Speaking as someone who was a regular user of the sleeper under Scotrail, I'm not sure that it was a mistake to separate the franchises in 2015. Equally I'm not saying that it would be a mistake to bring them back together in the future.
The problem with First Scotrail (and National Express before them) was that they had no management focus on the sleeper being as it was so far removed from the core operation. I'm less sure about NEX, but I know for a fact that First regarded it as a damned nuisance. Their 2014 bid for the sleeper franchise pretty much said that, and certainly didn't include a proposal for new trains.
Serco was as keen as mustard when they started, with managers all over everything and massive improvements in hospitality but, sadly, not a clue about the railway. This cluelessness continued with the specification and build of the new trains, delivered massively late and incurring huge losses through the need to keep the old stock going way longer than expected.
Setting aside operational resilience, which I agree is an important part of the mix, let's think about where we'd be now if the sleeper had been held within the Scotrail franchise in 2015. We have to assume that the presence of the sleeper wouldn't have been enough to deter Abellio from bidding in the first place.
We'll never know now, but the chances of them having thought enough about it to propose a new build fleet would've been very slim. So the mk3 sleepers would've joined a very long queue of rustbuckets at Doncaster. They might still not have been done now (and that's being charitable) and would've been most unlikely to have been converted to have ensuites.

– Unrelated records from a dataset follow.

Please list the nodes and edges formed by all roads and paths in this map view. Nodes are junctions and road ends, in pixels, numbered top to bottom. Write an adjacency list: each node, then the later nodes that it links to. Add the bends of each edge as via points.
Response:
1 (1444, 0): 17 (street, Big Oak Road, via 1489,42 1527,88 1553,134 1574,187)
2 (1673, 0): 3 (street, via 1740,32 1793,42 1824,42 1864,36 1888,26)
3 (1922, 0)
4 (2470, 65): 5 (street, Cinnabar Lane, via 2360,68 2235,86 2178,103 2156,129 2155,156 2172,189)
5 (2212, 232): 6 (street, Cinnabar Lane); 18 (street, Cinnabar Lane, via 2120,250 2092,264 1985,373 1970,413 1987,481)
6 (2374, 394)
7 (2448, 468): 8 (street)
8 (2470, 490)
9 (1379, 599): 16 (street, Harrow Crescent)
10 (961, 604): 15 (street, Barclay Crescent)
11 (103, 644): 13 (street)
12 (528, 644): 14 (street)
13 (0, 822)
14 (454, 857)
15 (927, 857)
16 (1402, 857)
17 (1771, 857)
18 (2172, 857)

Arguably this work would've created a common fleet with the HSTs of refurbed and compliant mk3s, but with them all in urgent need of scrapping all at the same time in another few years.
There would've been as big a flourish at the start as there was the daytime trains. In other words, no flourish. Bad food, bad bedding, and bad service from crew who would've hated Abellio even more than they dislike Serco. They would've run it in the same dim witted penny wise pound foolish way as the rest of the Scotrail network and everyone would've been up in arms, just as they are now, but for different reasons.

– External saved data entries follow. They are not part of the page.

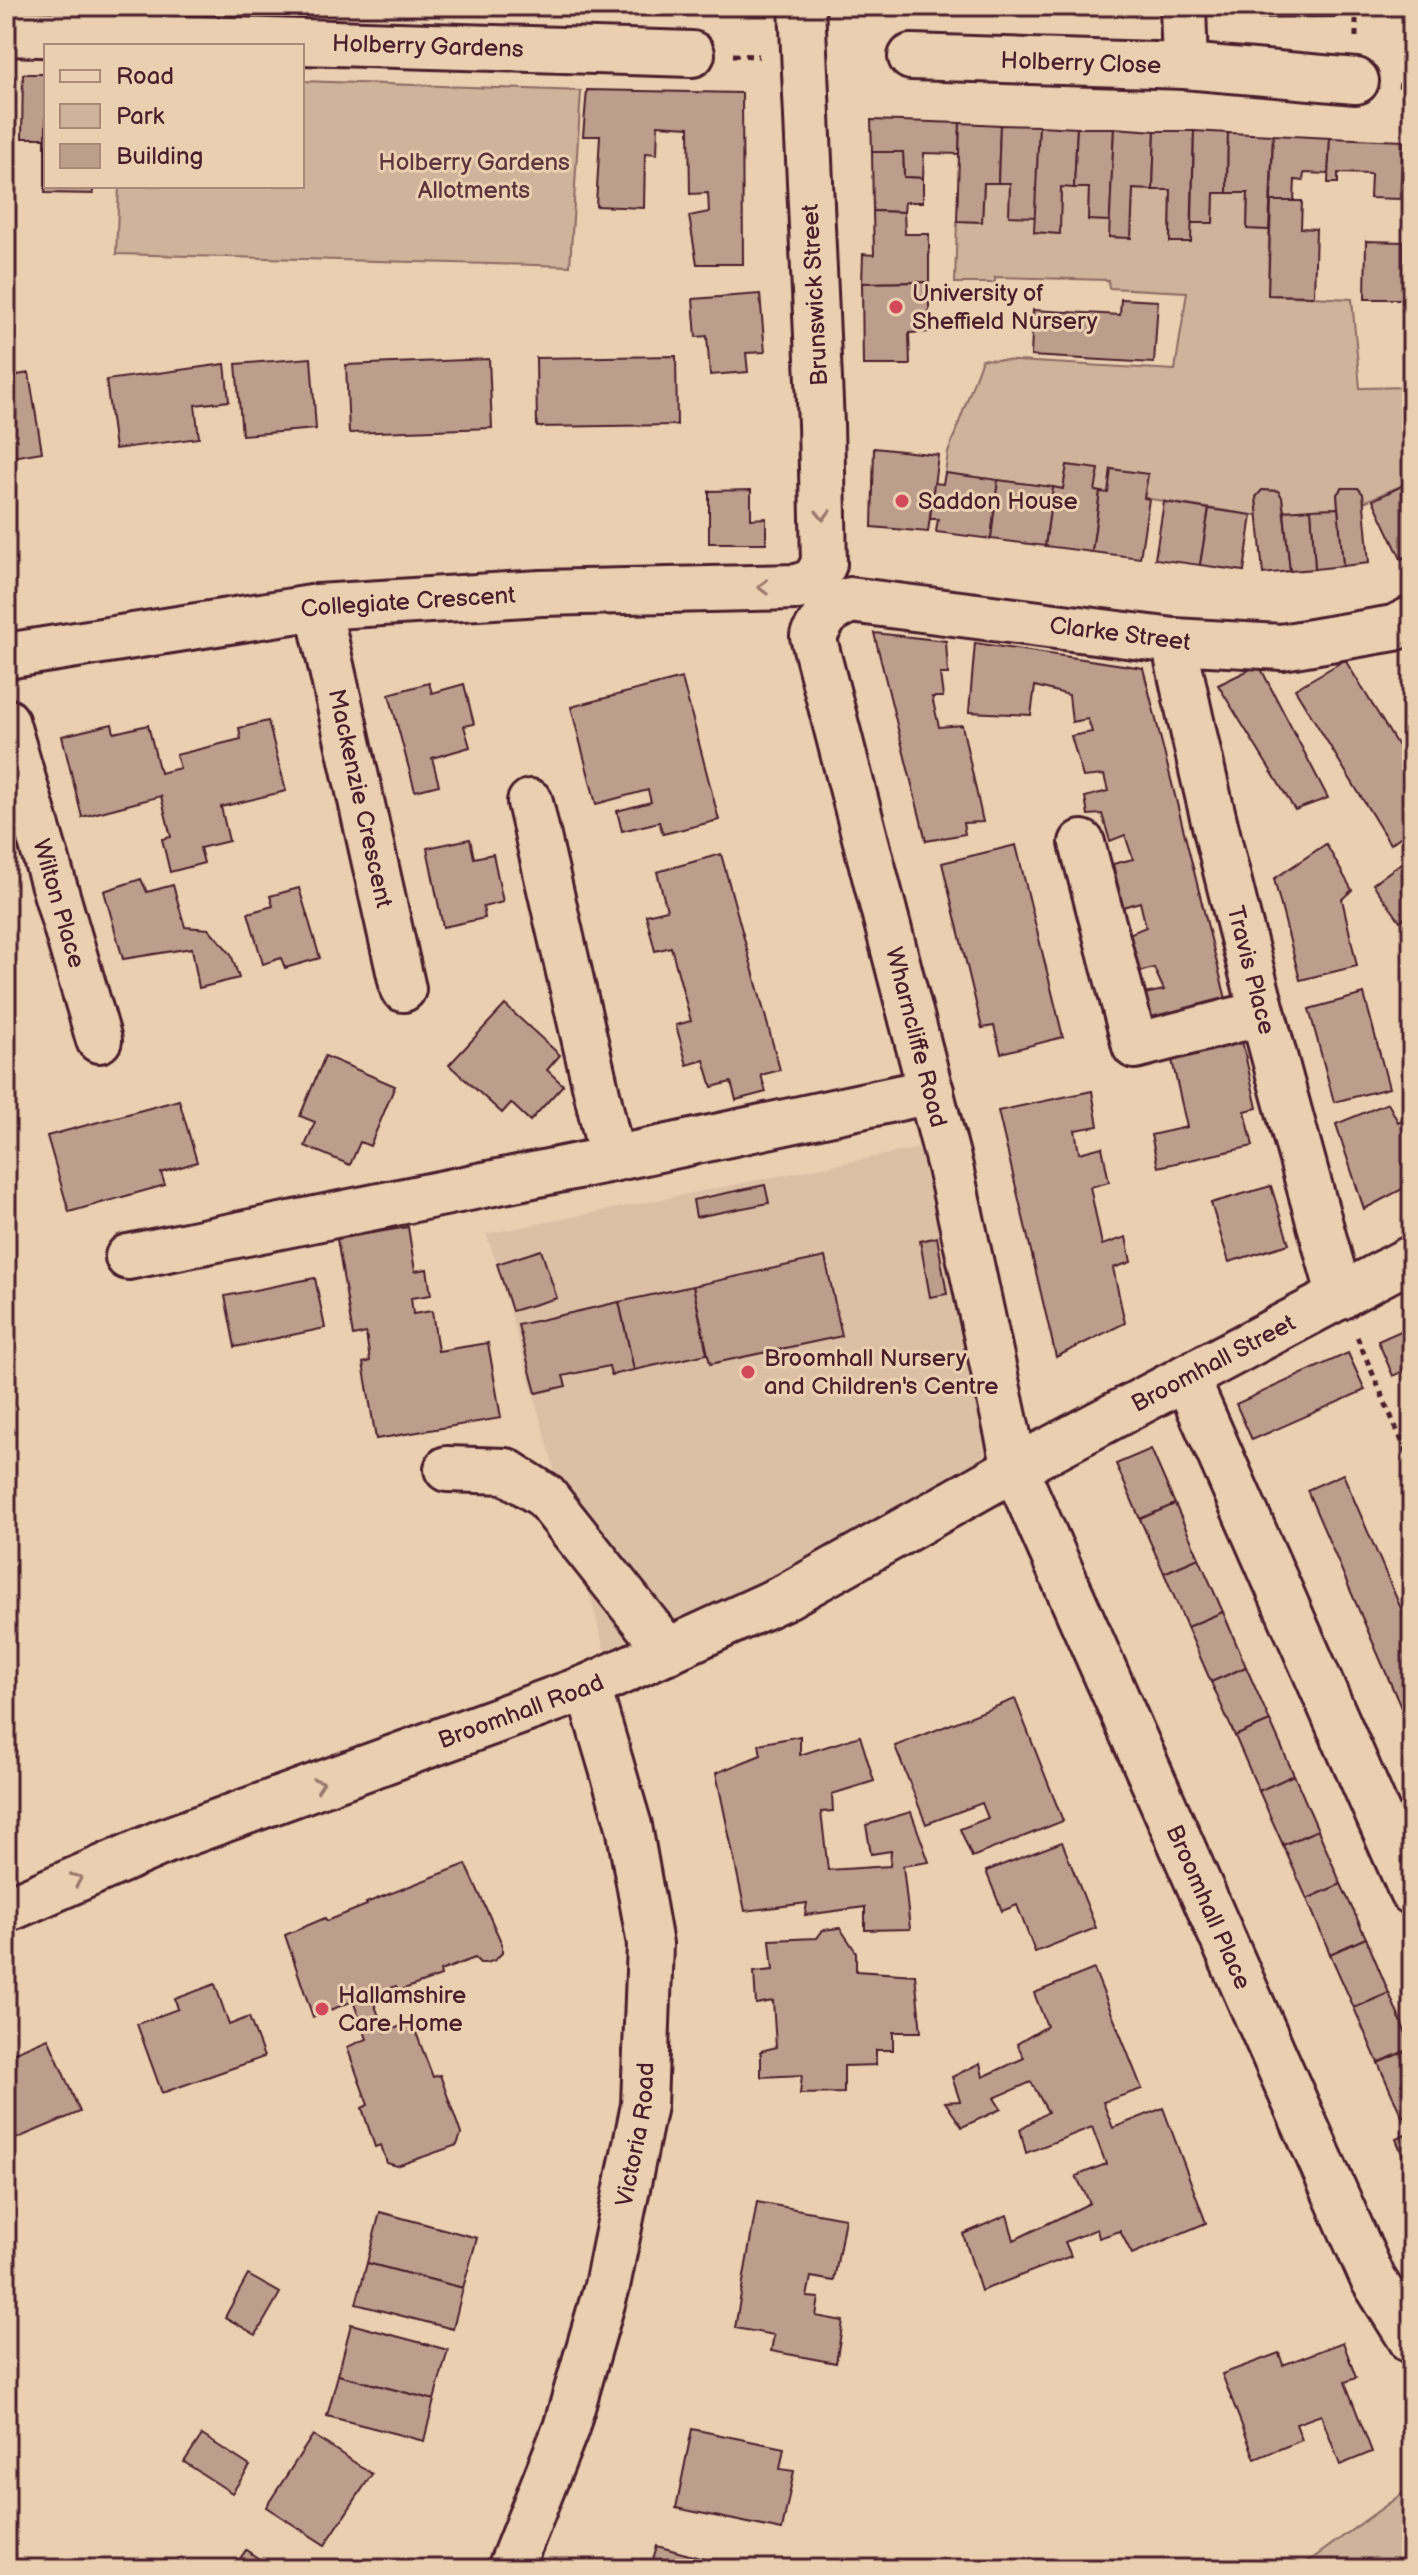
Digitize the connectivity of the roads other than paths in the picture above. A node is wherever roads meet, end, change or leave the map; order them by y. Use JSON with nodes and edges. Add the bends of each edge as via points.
{"nodes":[{"id":1,"x":802,"y":6,"type":"edge"},
{"id":2,"x":1183,"y":6,"type":"edge"},
{"id":3,"x":164,"y":22,"type":"edge"},
{"id":4,"x":6,"y":33,"type":"edge"},
{"id":5,"x":692,"y":54,"type":"road end"},
{"id":6,"x":911,"y":57,"type":"dead end"},
{"id":7,"x":1185,"y":66,"type":"junction"},
{"id":8,"x":1356,"y":81,"type":"dead end"},
{"id":9,"x":821,"y":596,"type":"junction"},
{"id":10,"x":318,"y":607,"type":"junction"},
{"id":11,"x":1406,"y":636,"type":"edge"},
{"id":12,"x":1174,"y":641,"type":"junction"},
{"id":13,"x":6,"y":656,"type":"edge"},
{"id":14,"x":6,"y":721,"type":"edge"},
{"id":15,"x":530,"y":802,"type":"dead end"},
{"id":16,"x":1082,"y":843,"type":"dead end"},
{"id":17,"x":403,"y":989,"type":"dead end"},
{"id":18,"x":1262,"y":1013,"type":"junction"},
{"id":19,"x":99,"y":1040,"type":"dead end"},
{"id":20,"x":931,"y":1091,"type":"junction"},
{"id":21,"x":612,"y":1159,"type":"junction"},
{"id":22,"x":128,"y":1257,"type":"dead end"},
{"id":23,"x":1412,"y":1258,"type":"edge"},
{"id":24,"x":1340,"y":1297,"type":"junction"},
{"id":25,"x":1186,"y":1377,"type":"junction"},
{"id":26,"x":1015,"y":1468,"type":"junction"},
{"id":27,"x":447,"y":1469,"type":"dead end"},
{"id":28,"x":668,"y":1651,"type":"junction"},
{"id":29,"x":588,"y":1687,"type":"junction"},
{"id":30,"x":1412,"y":1892,"type":"edge"},
{"id":31,"x":6,"y":1910,"type":"edge"},
{"id":32,"x":1412,"y":2341,"type":"edge"},
{"id":33,"x":510,"y":2569,"type":"edge"}],
"edges":[{"from":1,"to":9,"type":"street","name":"Brunswick Street","one_way":true,"via":[[821,446]]},
{"from":2,"to":7,"type":"street"},
{"from":3,"to":4,"type":"street","name":"Holberry Gardens"},
{"from":3,"to":5,"type":"street","name":"Holberry Gardens"},
{"from":6,"to":7,"type":"street","name":"Holberry Close"},
{"from":7,"to":8,"type":"street","name":"Holberry Close"},
{"from":9,"to":10,"type":"street","name":"Collegiate Crescent","one_way":true,"via":[[797,587],[710,588]]},
{"from":9,"to":12,"type":"street","name":"Clarke Street"},
{"from":9,"to":20,"type":"street","name":"Wharncliffe Road","via":[[813,636]]},
{"from":10,"to":13,"type":"street","name":"Collegiate Crescent"},
{"from":10,"to":17,"type":"street","name":"Mackenzie Crescent"},
{"from":11,"to":12,"type":"street","name":"Clarke Street","via":[[1282,647]]},
{"from":12,"to":18,"type":"street","name":"Travis Place"},
{"from":14,"to":19,"type":"street","name":"Wilton Place"},
{"from":15,"to":21,"type":"street"},
{"from":16,"to":18,"type":"street","via":[[1135,1046]]},
{"from":18,"to":24,"type":"street","name":"Travis Place"},
{"from":20,"to":21,"type":"street"},
{"from":20,"to":26,"type":"street","name":"Wharncliffe Road","via":[[936,1170]]},
{"from":21,"to":22,"type":"street"},
{"from":23,"to":24,"type":"street","name":"Broomhall Street"},
{"from":24,"to":25,"type":"street","name":"Broomhall Street"},
{"from":25,"to":26,"type":"street","name":"Broomhall Street"},
{"from":25,"to":30,"type":"street"},
{"from":26,"to":28,"type":"street","name":"Broomhall Road","via":[[787,1596]]},
{"from":26,"to":32,"type":"street","name":"Broomhall Place","via":[[1373,2279]]},
{"from":27,"to":28,"type":"street","via":[[506,1471],[545,1496]]},
{"from":28,"to":29,"type":"street","name":"Broomhall Road"},
{"from":31,"to":29,"type":"street","name":"Broomhall Road","one_way":true,"via":[[165,1841]]},
{"from":29,"to":33,"type":"street","name":"Victoria Road","via":[[629,1826],[650,1944],[644,2105],[607,2286],[566,2428]]}]}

At least now we have a fleet of brand new trains offering modern standards of accommodation. Okay, there are a few avoidable problems like build quality, badly laid out cabins and pantries, uncomfortable seats and knocking bogies, but none of those are as insurmountable as vehicles way beyond the end of their design life. Whoever runs the sleepers, Scotrail or a separate franchise holder, and to whatever business model and fare structure, will have that stock available to them in the future.
Or maybe I'm completely wrong and Abellio would've proposed new trains which would've been built perfectly within 18 months by someone other than CAF.